Understanding ISIS Origins: Islamic Extremism & American Middle Eastern Foreign Policy
Posted by Warm Southern Breeze on Thursday, November 19, 2015
After the Paris terrorist attacks of Friday, 13 November 2015, news media is awash in reports of seemingly innumerable variety. There is so much information, it’s almost like sifting sand or searching for a needle in a haystack to understand anything about the whys and wherefores of an evil international effort that has morphed into ISIS/ISIL/Daesh.
Unquestionably, what happened is evil, and inexcusable. And just like any other crime, prosecutors search for motivations.

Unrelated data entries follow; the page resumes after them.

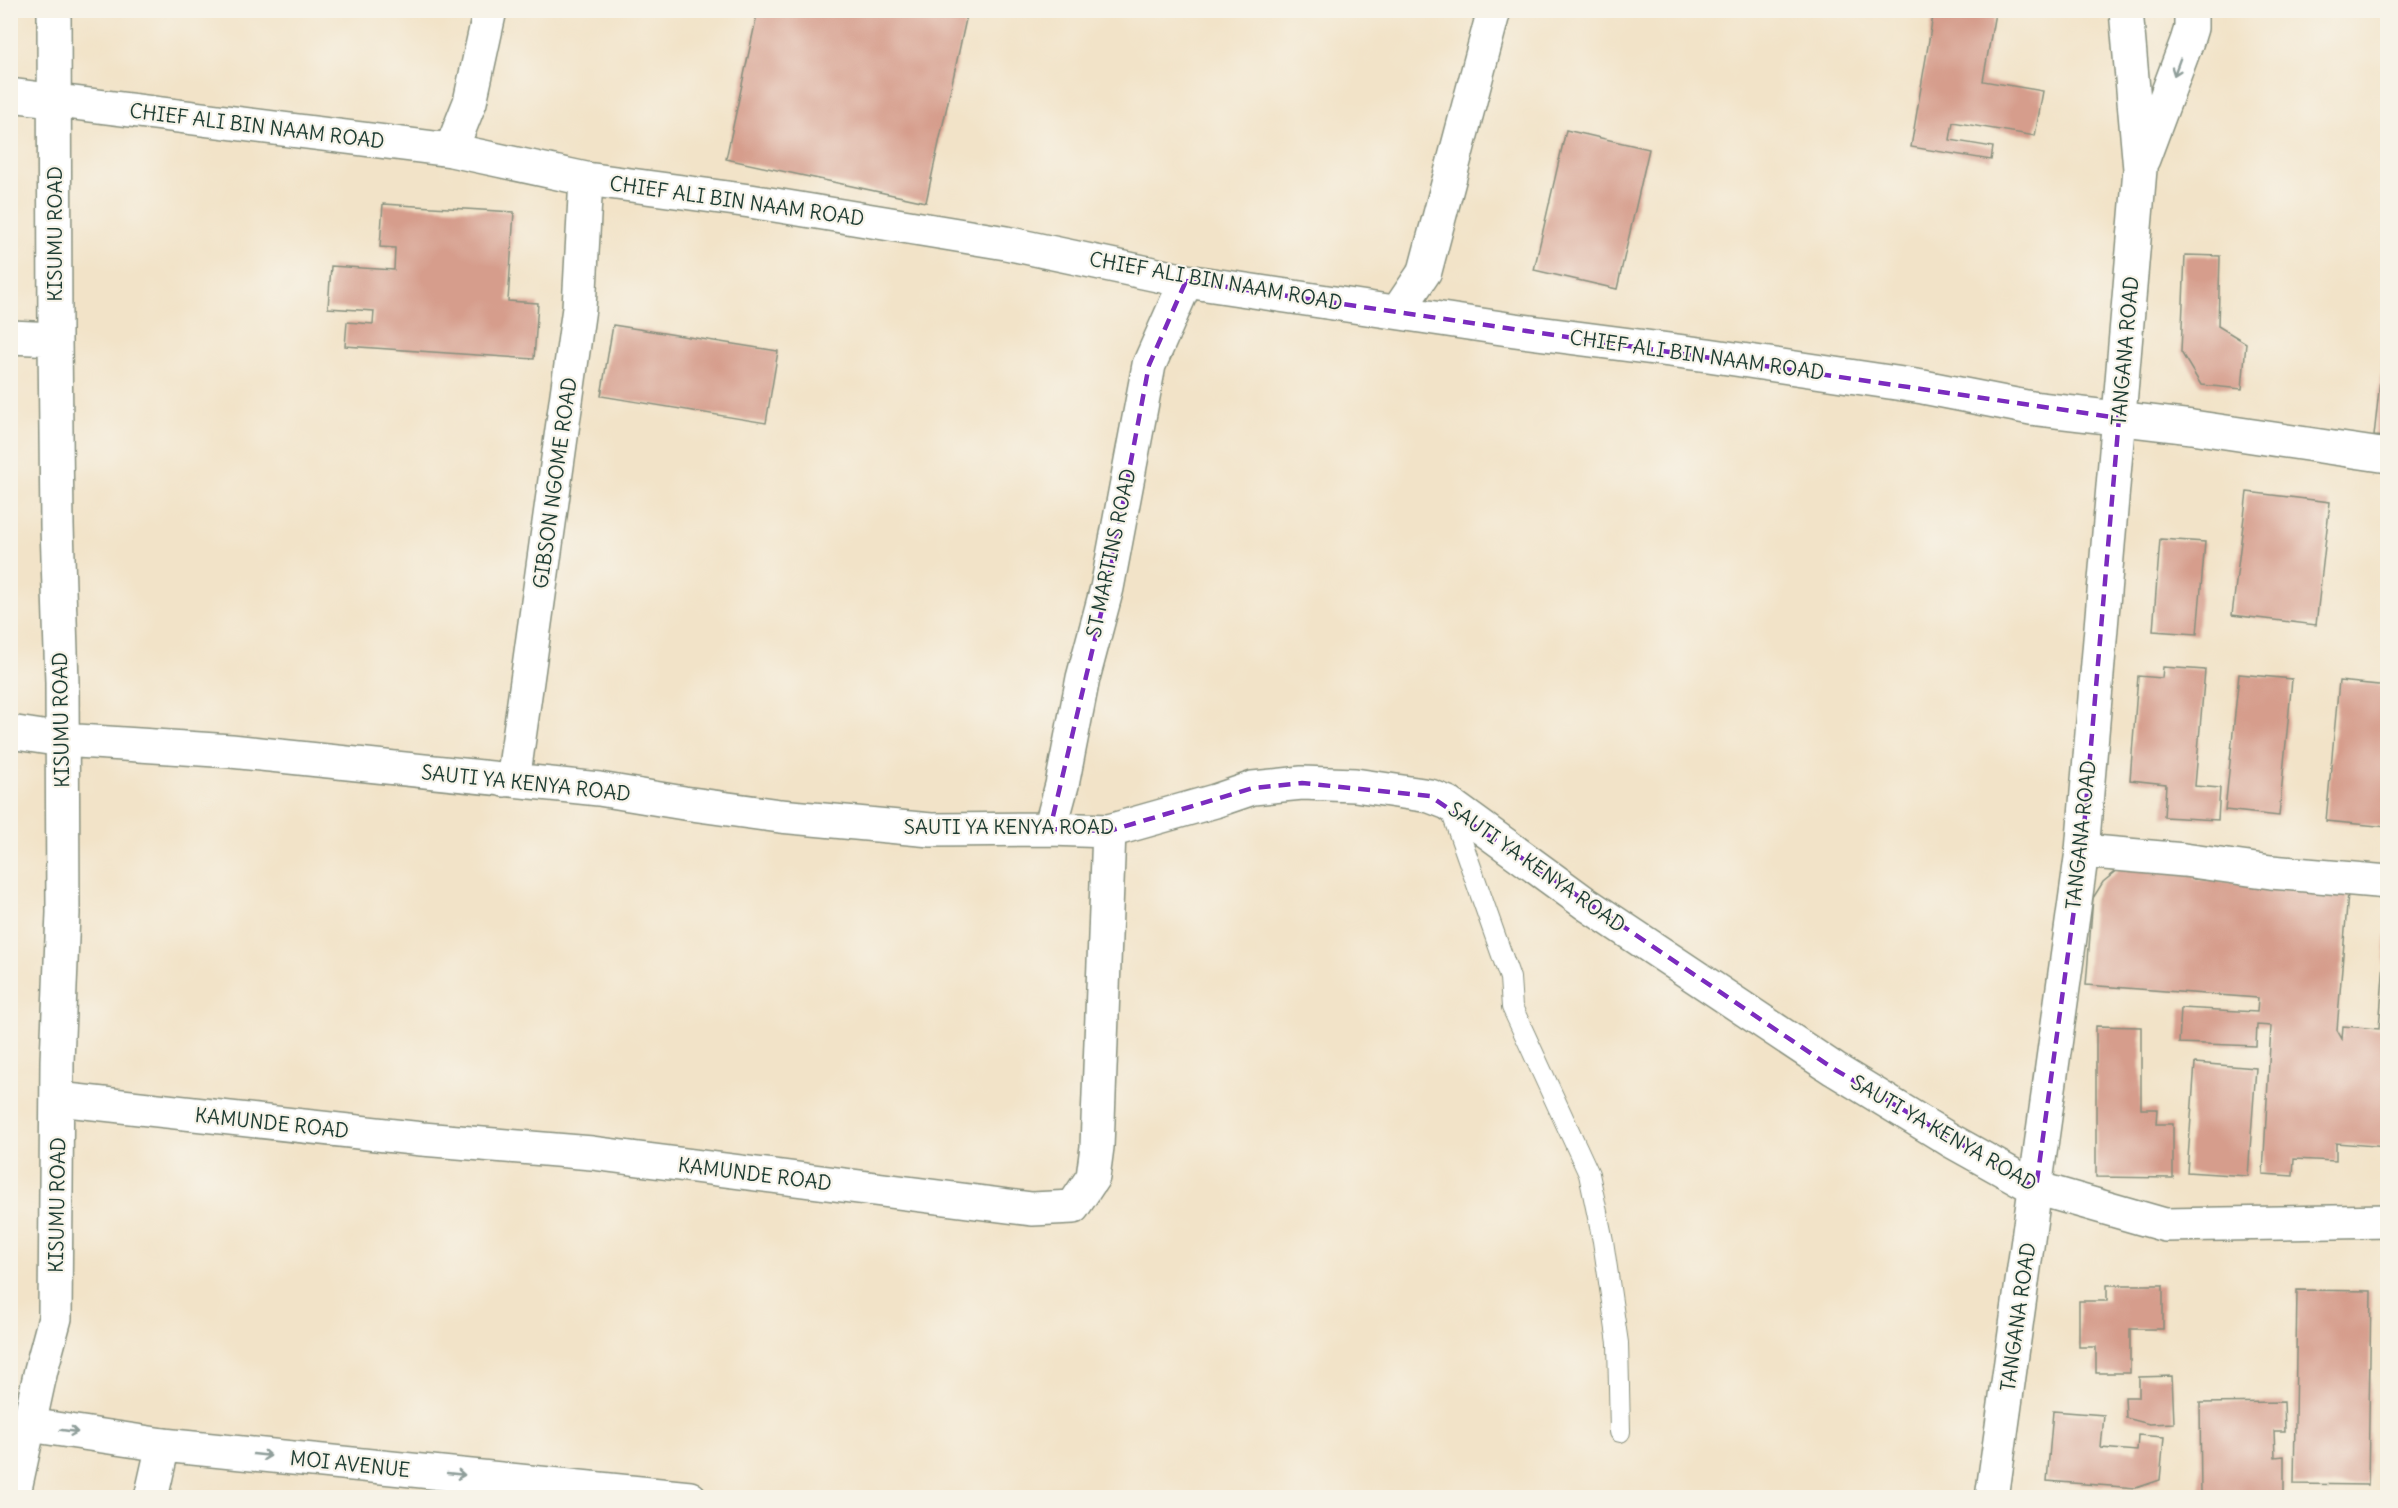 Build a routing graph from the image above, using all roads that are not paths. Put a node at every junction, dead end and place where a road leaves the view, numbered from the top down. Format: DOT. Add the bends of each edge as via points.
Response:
graph roads {
  1 [pos="54,10"];
  2 [pos="490,10"];
  3 [pos="1494,10"];
  4 [pos="2126,10"];
  5 [pos="2191,10"];
  6 [pos="10,95"];
  7 [pos="54,101"];
  8 [pos="452,150"];
  9 [pos="2140,169"];
  10 [pos="586,179"];
  11 [pos="1186,281"];
  12 [pos="1398,311"];
  13 [pos="10,337"];
  14 [pos="55,339"];
  15 [pos="2119,418"];
  16 [pos="2388,456"];
  17 [pos="10,732"];
  18 [pos="62,740"];
  19 [pos="504,780"];
  20 [pos="1448,803"];
  21 [pos="1050,829"];
  22 [pos="1109,831"];
  23 [pos="2082,851"];
  24 [pos="2388,882"];
  25 [pos="58,1099"];
  26 [pos="2036,1188"];
  27 [pos="2388,1221"];
  28 [pos="20,1426"];
  29 [pos="1620,1432"];
  30 [pos="163,1445"];
  31 [pos="13,1497"];
  32 [pos="151,1497"];
  33 [pos="690,1497"];
  34 [pos="1992,1497"];
  1 -- 7 [label="street, KISUMU ROAD"];
  2 -- 8 [label="street" via="470,102"];
  3 -- 12 [label="street" via="1425,271"];
  4 -- 9 [label="street, TANGANA ROAD"];
  5 -- 9 [label="street, TANGANA ROAD, one-way" via="2187,41"];
  6 -- 7 [label="street, CHIEF ALI BIN NAAM ROAD"];
  7 -- 8 [label="street, CHIEF ALI BIN NAAM ROAD"];
  7 -- 14 [label="street, KISUMU ROAD"];
  8 -- 10 [label="street, CHIEF ALI BIN NAAM ROAD"];
  9 -- 15 [label="street, TANGANA ROAD"];
  10 -- 11 [label="street, CHIEF ALI BIN NAAM ROAD" via="1006,243"];
  10 -- 19 [label="street, GIBSON NGOME ROAD" via="579,308 567,399 514,774"];
  11 -- 12 [label="street, CHIEF ALI BIN NAAM ROAD"];
  11 -- 21 [label="street, ST MARTINS ROAD" via="1149,365 1107,588"];
  12 -- 15 [label="street, CHIEF ALI BIN NAAM ROAD" via="1923,387 2031,408"];
  13 -- 14 [label="street"];
  14 -- 18 [label="street, KISUMU ROAD"];
  15 -- 16 [label="street, CHIEF ALI BIN NAAM ROAD"];
  15 -- 23 [label="street, TANGANA ROAD"];
  17 -- 18 [label="street, SAUTI YA KENYA ROAD"];
  18 -- 19 [label="street, SAUTI YA KENYA ROAD" via="231,751"];
  18 -- 25 [label="street, KISUMU ROAD"];
  19 -- 21 [label="street, SAUTI YA KENYA ROAD" via="855,824 931,830"];
  20 -- 22 [label="street, SAUTI YA KENYA ROAD" via="1430,796 1355,785 1302,783 1253,788"];
  20 -- 26 [label="street, SAUTI YA KENYA ROAD" via="1585,903 1834,1069"];
  20 -- 29 [label="lane" via="1510,978 1512,1007 1589,1174 1618,1343"];
  21 -- 22 [label="street, SAUTI YA KENYA ROAD"];
  22 -- 25 [label="street, KAMUNDE ROAD" via="1097,1147 1093,1177 1073,1206 1032,1209 592,1153 422,1139"];
  23 -- 24 [label="street"];
  23 -- 26 [label="street, TANGANA ROAD"];
  25 -- 28 [label="street, KISUMU ROAD" via="55,1318"];
  26 -- 27 [label="street, SAUTI YA KENYA ROAD" via="2165,1224"];
  26 -- 34 [label="street, TANGANA ROAD"];
  28 -- 30 [label="street, MOI AVENUE, one-way"];
  28 -- 31 [label="street, KISUMU ROAD"];
  30 -- 32 [label="street"];
  30 -- 33 [label="street, MOI AVENUE, one-way"];
}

“But why would they!?,” you may ask.
In a nutshell, it’s PsyOps (Psychological Operations) work to understand the basis for motivation, because to prevent further occurrences, one’s mind must be changed.
But without further ado, here’s an easy way to understand what has happened, which will form the foundation, and guide understanding on what is happening.
What would it be like if Christians fought each other like the Hatfields & McCoys?
That’s what’s happening in Islam today.
Sadly, Saudi Arabia long ago gave refuge to radical clerics expelled from other Islamic nations for their violent ideologies.
Moreover, here’s the heart of the matter:
“The 1970s oil boom changed Saudi society. Two distinct social groups emerged. The first, composed of young, often Western-educated technocrats sought to develop Saudi infrastructure and adapt Saudi administrative, educational, and financial systems to Western standards. The second were ulema, who graduated from newly-established religious schools and universities. They, too, enjoyed the economic boom but feared that rapid modernization could endanger Saudi Arabia’s Muslim identity. These young clerics did not oppose modernization per se like their predecessors but demanded that new technologies be harnessed to promote Islam. They did not oppose television broadcasts, for example, but demanded that any programming be Islamic in nature and free of Western influence. Their approach to modernization was, in fact, more Salafi in nature than Wahhabi. While these two strains of Islamism are often conflated, there are subtle differences. Salafism refers to a school of thought developed in Egypt in the late nineteenth century that called for a return to the origins of Islam yet aimed to harmonize Islam with the scientific and technological aspects of modernity. Wahhabism is a Saudi puritan school which, in its idealization of the time of Muhammad, also rejects scientific and technical aspects of modernity.” (excerpt from A House Built On Sand: A Political Economy of Saudi Arabia, by Helen Lackner)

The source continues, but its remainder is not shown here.